Predicting Outcomes for New Data
Predicting the target values for new observations is implemented the same way as most of the other predict methods in R. In general, all you need to do is call predict on the object returned by train and pass the data you want predictions for.
There are two ways to pass the data:
- Either pass the Task via the
task
argument or - pass a data frame via the
newdata
argument.
The first way is preferable if you want predictions for data already included in a Task.
Just as train, the predict function has a subset
argument,
so you can set aside different portions of the data in Task for training and prediction
(more advanced methods for splitting the data in train and test set are described in the
section on resampling).
In the following example we fit a gradient boosting machine to every second observation of the BostonHousing data set and make predictions on the remaining data in bh.task.
n = getTaskSize(bh.task)
train.set = seq(1, n, by = 2)
test.set = seq(2, n, by = 2)
lrn = makeLearner("regr.gbm", n.trees = 100)

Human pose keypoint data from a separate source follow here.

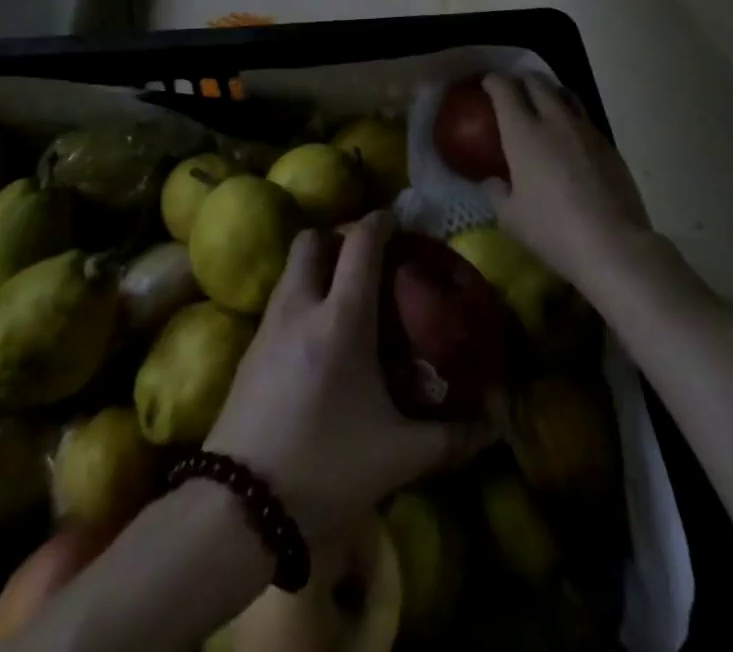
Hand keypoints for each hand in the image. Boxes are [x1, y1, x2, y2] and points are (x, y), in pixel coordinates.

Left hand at [204, 211, 492, 547]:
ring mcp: (269, 325)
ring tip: (347, 293)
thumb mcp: (398, 456)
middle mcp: (302, 306)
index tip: (402, 222)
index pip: (360, 241)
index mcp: (342, 318)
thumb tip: (495, 424)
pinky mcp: (249, 349)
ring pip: (293, 267)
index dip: (382, 220)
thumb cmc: (325, 469)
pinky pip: (280, 298)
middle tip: (369, 258)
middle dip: (341, 236)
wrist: (236, 511)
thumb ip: (451, 437)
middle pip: (314, 239)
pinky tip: (318, 334)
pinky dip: (302, 294)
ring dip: (319, 264)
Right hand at [480, 74, 648, 283]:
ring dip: (550, 92)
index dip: (492, 81)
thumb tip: (493, 180)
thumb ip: (496, 191)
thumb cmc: (552, 230)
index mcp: (523, 132)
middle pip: (537, 81)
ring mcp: (586, 129)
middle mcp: (554, 120)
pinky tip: (570, 139)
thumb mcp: (510, 217)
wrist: (613, 244)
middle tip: (513, 93)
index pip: (504, 89)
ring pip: (566, 93)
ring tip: (543, 106)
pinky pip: (585, 118)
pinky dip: (571, 117)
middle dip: (521, 81)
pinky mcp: (609, 144)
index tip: (486, 85)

mod = train(lrn, bh.task, subset = train.set)
task.pred = predict(mod, task = bh.task, subset = test.set)
task.pred
#> Prediction: 253 observations
#> predict.type: response
#> threshold:
#> time: 0.00
#> id truth response
#> 2 2 21.6 22.28539
#> 4 4 33.4 23.33968
#> 6 6 28.7 22.40896
#> 8 8 27.1 22.12750
#> 10 10 18.9 22.12750
#> 12 12 18.9 22.12750
The second way is useful if you want to predict data not included in the Task.
Here we cluster the iris
data set without the target variable.
All observations with an odd index are included in the Task and used for training.
Predictions are made for the remaining observations.
n = nrow(iris)
iris.train = iris[seq(1, n, by = 2), -5]
iris.test = iris[seq(2, n, by = 2), -5]
task = makeClusterTask(data = iris.train)
mod = train("cluster.kmeans", task)
newdata.pred = predict(mod, newdata = iris.test)
newdata.pred
#> Prediction: 75 observations
#> predict.type: response
#> threshold:
#> time: 0.00
#> response
#> 2 2
#> 4 2
#> 6 2
#> 8 2
#> 10 2
#> 12 2
Note that for supervised learning you do not have to remove the target columns from the data.
These columns are automatically removed prior to calling the underlying predict
method of the learner.
Accessing the prediction
The returned Prediction object is a named list. The most important element is data
which is a
data frame that contains columns with the true values of the target variable (in case of
supervised learning problems) and the predictions.
In the following the predictions on the BostonHousing and the iris data sets are shown. As you may recall, the predictions in the first case were made from a Task and in the second case from a data frame.
## Result of predict with data passed via task argument
head(task.pred$data)
#> id truth response
#> 2 2 21.6 22.28539
#> 4 4 33.4 23.33968
#> 6 6 28.7 22.40896
#> 8 8 27.1 22.12750
#> 10 10 18.9 22.12750
#> 12 12 18.9 22.12750
## Result of predict with data passed via newdata argument
head(newdata.pred$data)
#> response
#> 2 2
#> 4 2
#> 6 2
#> 8 2
#> 10 2
#> 12 2
As you can see when predicting from a Task, the resulting data frame
contains an additional column, called id
, which tells us which element in the original data set
the prediction corresponds to.
Extract Probabilities
The predicted probabilities can be extracted from the Prediction using the function getProbabilities. Here is another cluster analysis example. We use fuzzy c-means clustering on the mtcars data set.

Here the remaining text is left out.